We would argue the company is now starting to enter the third element of its plan. The focus here is on improving the sales and marketing performance of the organisation. The foundations have been laid over the past few years, with investment behind the scenes to set the stage for more a performance-driven marketing spend which it thinks can deliver better sales and marketing efficiency for the organisation. The business has got the organisation fit, improved its cost structure, added pricing disciplines, and invested into product to get that right for market. It is now approaching a position where we are expecting the company to view itself as ready to invest in sales and marketing, particularly in North America, which likely requires a large and sustained investment.
What about the US opportunity?
The US has proven to be a difficult market for many Australasian businesses to expand into, and this has been echoed by Xero. So, whilst the opportunity in the United States remains large; it also remains a very competitive market. Institutional investors remain cautious on the US opportunity for Xero, given its track record, and the strength of its key competitor, Intuit.
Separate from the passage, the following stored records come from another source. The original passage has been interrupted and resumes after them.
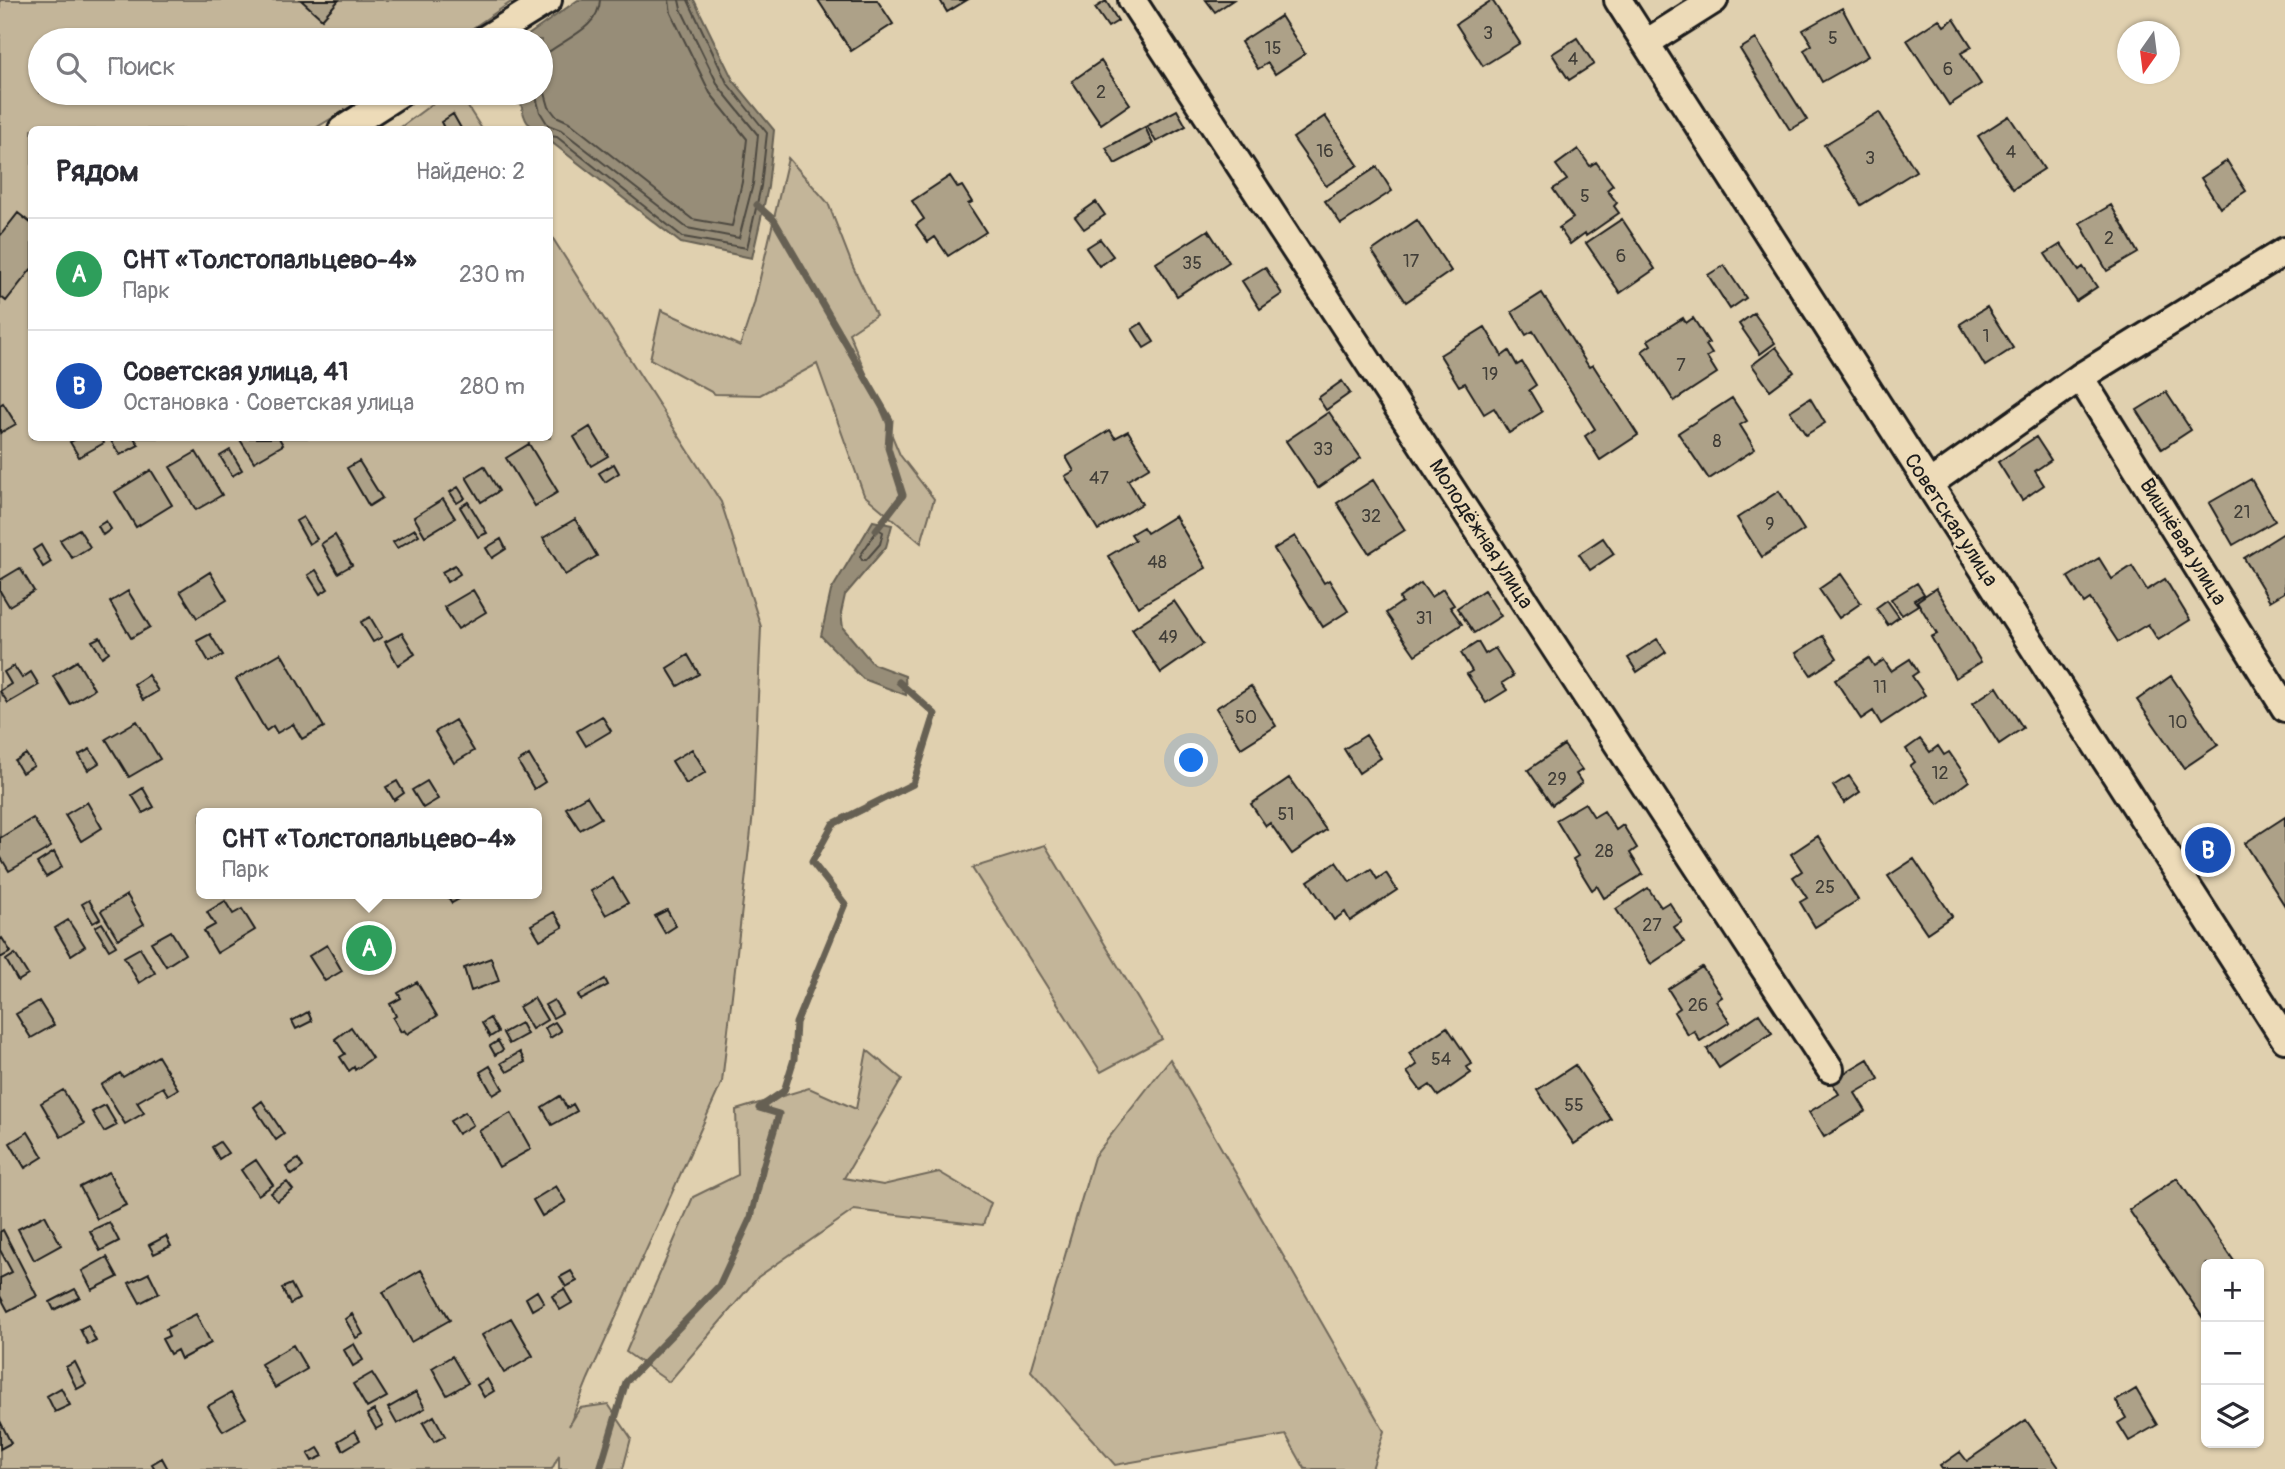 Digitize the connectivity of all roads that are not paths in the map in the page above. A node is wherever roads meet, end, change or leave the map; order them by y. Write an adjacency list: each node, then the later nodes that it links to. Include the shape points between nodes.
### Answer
1 (548, 0): 5 (street)
2 (1132, 0): 14 (street, Молодёжная улица)
3 (1618, 0): 6 (street, Советская улица)
4 (1714, 0): 6 (street)
5 (503, 28)
6 (1646, 43): 11 (street, Советская улица)
7 (381, 105): 8 (street)
8 (348, 126)
9 (2285, 251): 10 (street)
10 (2080, 377): 11 (street); 12 (street, Вишнёвая улица)
11 (1929, 484): 13 (street, Советская улица)
12 (2285, 708)
13 (2285, 1039)
14 (1830, 1069)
We anticipate that over the next 12 months, as the Avalara and Gusto integrations are delivered in the US, and when the Melio payments acquisition is fully embedded, that Xero may then look to invest further behind its brand and sales efforts. So, while we believe Xero looks to have a better chance for success than it had historically, it is by no means a given, and the need to invest heavily in the US will be questioned by parts of the market. However, if Xero was able to get to even a mid-teens market share in the US, this would likely deliver meaningful value for us as shareholders.
Outlook
Xero continues to be a great business and investment, supported by a long runway of digital transformation for accountants. The strength of its product for both SMEs and accountants gives it a strong market position that we believe will continue to support it taking market share, in what is a large and growing addressable opportunity. Notwithstanding that, we need to continually reassess what the market is implying in company share prices. To that point, our current view is that the performance over the past few years has largely been driven by momentum in cost reduction, pricing, and some momentum being restored to its subscribers. We are impressed by the business and remain positive on Xero as a company, its strategy and management, but whether the recent US acquisition is deemed a success may take several years to play out. We feel the risk reward in the short term is balanced post the need to digest a large issuance of new stock, despite our favourable long term view of the business prospects.